## Dataset
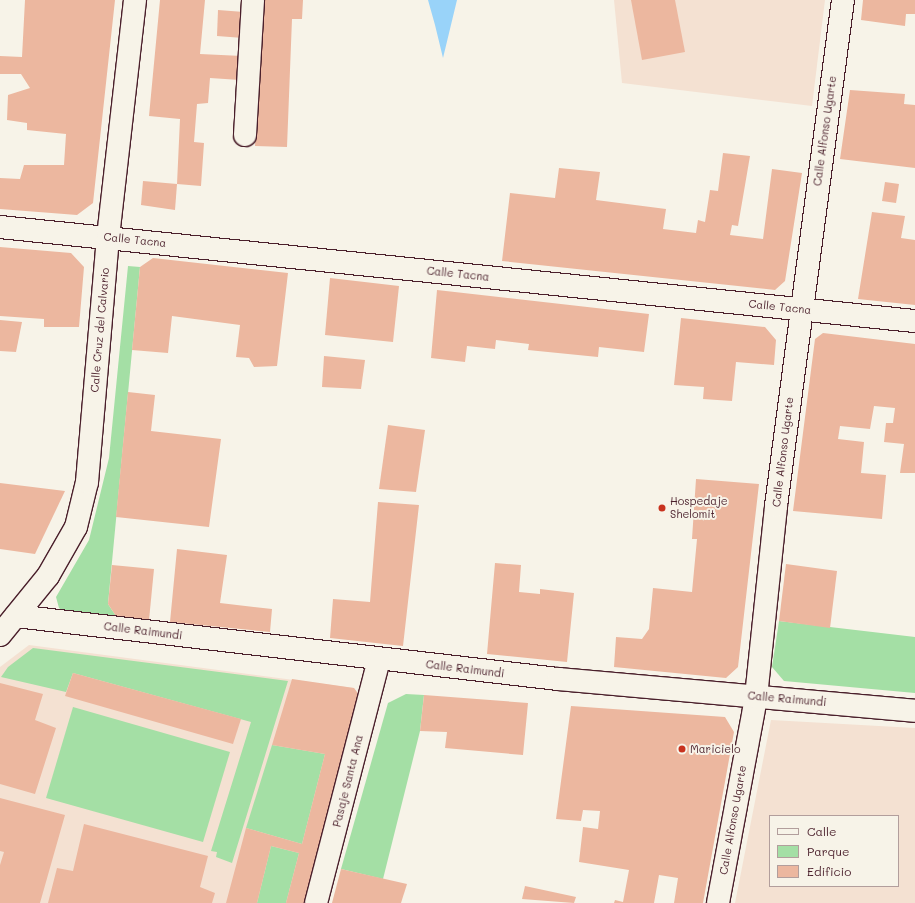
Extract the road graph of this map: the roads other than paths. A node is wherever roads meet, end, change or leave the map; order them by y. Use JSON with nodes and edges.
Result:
{"nodes":[{"id":1,"x":135,"y":0,"type":"edge"},
{"id":2,"x":252,"y":0,"type":"edge"},
{"id":3,"x":843,"y":0,"type":"edge"},
{"id":4,"x":245,"y":135,"type":"dead end"},
{"id":5,"x":0,"y":227,"type":"edge"},
{"id":6,"x":108,"y":238,"type":"junction"},
{"id":7,"x":801,"y":310,"type":"junction"},
{"id":8,"x":915,"y":321,"type":"edge"},
{"id":9,"x":16,"y":616,"type":"junction"},
{"id":10,"x":0,"y":635,"type":"edge"},
{"id":11,"x":379,"y":659,"type":"junction"},
{"id":12,"x":756,"y":697,"type":"junction"},
{"id":13,"x":915,"y":710,"type":"edge"},
{"id":14,"x":316,"y":903,"type":"edge"},
{"id":15,"x":718,"y":903,"type":"edge"}],
"edges":[{"from":1,"to":6,"type":"street","name":"Calle Cruz del Calvario"},
{"from":2,"to":4,"type":"street"},
{"from":3,"to":7,"type":"street","name":"Calle Alfonso Ugarte"},
{"from":5,"to":6,"type":"street","name":"Calle Tacna"},
{"from":6,"to":7,"type":"street","name":"Calle Tacna"},
{"from":6,"to":9,"type":"street","name":"Calle Cruz del Calvario"},
{"from":7,"to":8,"type":"street","name":"Calle Tacna"},
{"from":7,"to":12,"type":"street","name":"Calle Alfonso Ugarte"},
{"from":9,"to":10,"type":"street","name":"Calle Cruz del Calvario"},
{"from":9,"to":11,"type":"street","name":"Calle Raimundi"},
{"from":11,"to":12,"type":"street","name":"Calle Raimundi"},
{"from":11,"to":14,"type":"street","name":"Pasaje Santa Ana"},
{"from":12,"to":13,"type":"street","name":"Calle Raimundi"},
{"from":12,"to":15,"type":"street","name":"Calle Alfonso Ugarte"}]}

## Prompt
Only the words belong in your copy: restate the data above exactly and leave the images out.

## Response area
Extract the road graph of this map: the roads other than paths. A node is wherever roads meet, end, change or leave the map; order them by y. Use JSON with nodes and edges.
Result:
{"nodes":[{"id":1,"x":135,"y":0,"type":"edge"},
{"id":2,"x":252,"y":0,"type":"edge"},
{"id":3,"x":843,"y":0,"type":"edge"},
{"id":4,"x":245,"y":135,"type":"dead end"},
{"id":5,"x":0,"y":227,"type":"edge"},
{"id":6,"x":108,"y":238,"type":"junction"},
{"id":7,"x":801,"y":310,"type":"junction"},
{"id":8,"x":915,"y":321,"type":"edge"},
{"id":9,"x":16,"y":616,"type":"junction"},
{"id":10,"x":0,"y":635,"type":"edge"},
{"id":11,"x":379,"y":659,"type":"junction"},
{"id":12,"x":756,"y":697,"type":"junction"},
{"id":13,"x":915,"y":710,"type":"edge"},
{"id":14,"x":316,"y":903,"type":"edge"},
{"id":15,"x":718,"y":903,"type":"edge"}],
"edges":[{"from":1,"to":6,"type":"street","name":"Calle Cruz del Calvario"},
{"from":2,"to":4,"type":"street"},
{"from":3,"to":7,"type":"street","name":"Calle Alfonso Ugarte"},
{"from":5,"to":6,"type":"street","name":"Calle Tacna"},
{"from":6,"to":7,"type":"street","name":"Calle Tacna"},
{"from":6,"to":9,"type":"street","name":"Calle Cruz del Calvario"},
{"from":7,"to":8,"type":"street","name":"Calle Tacna"},
{"from":7,"to":12,"type":"street","name":"Calle Alfonso Ugarte"},
{"from":9,"to":10,"type":"street","name":"Calle Cruz del Calvario"},
{"from":9,"to":11,"type":"street","name":"Calle Raimundi"},
{"from":11,"to":12,"type":"street","name":"Calle Raimundi"},
{"from":11,"to":14,"type":"street","name":"Pasaje Santa Ana"},
{"from":12,"to":13,"type":"street","name":"Calle Raimundi"},
{"from":12,"to":15,"type":"street","name":"Calle Alfonso Ugarte"}]}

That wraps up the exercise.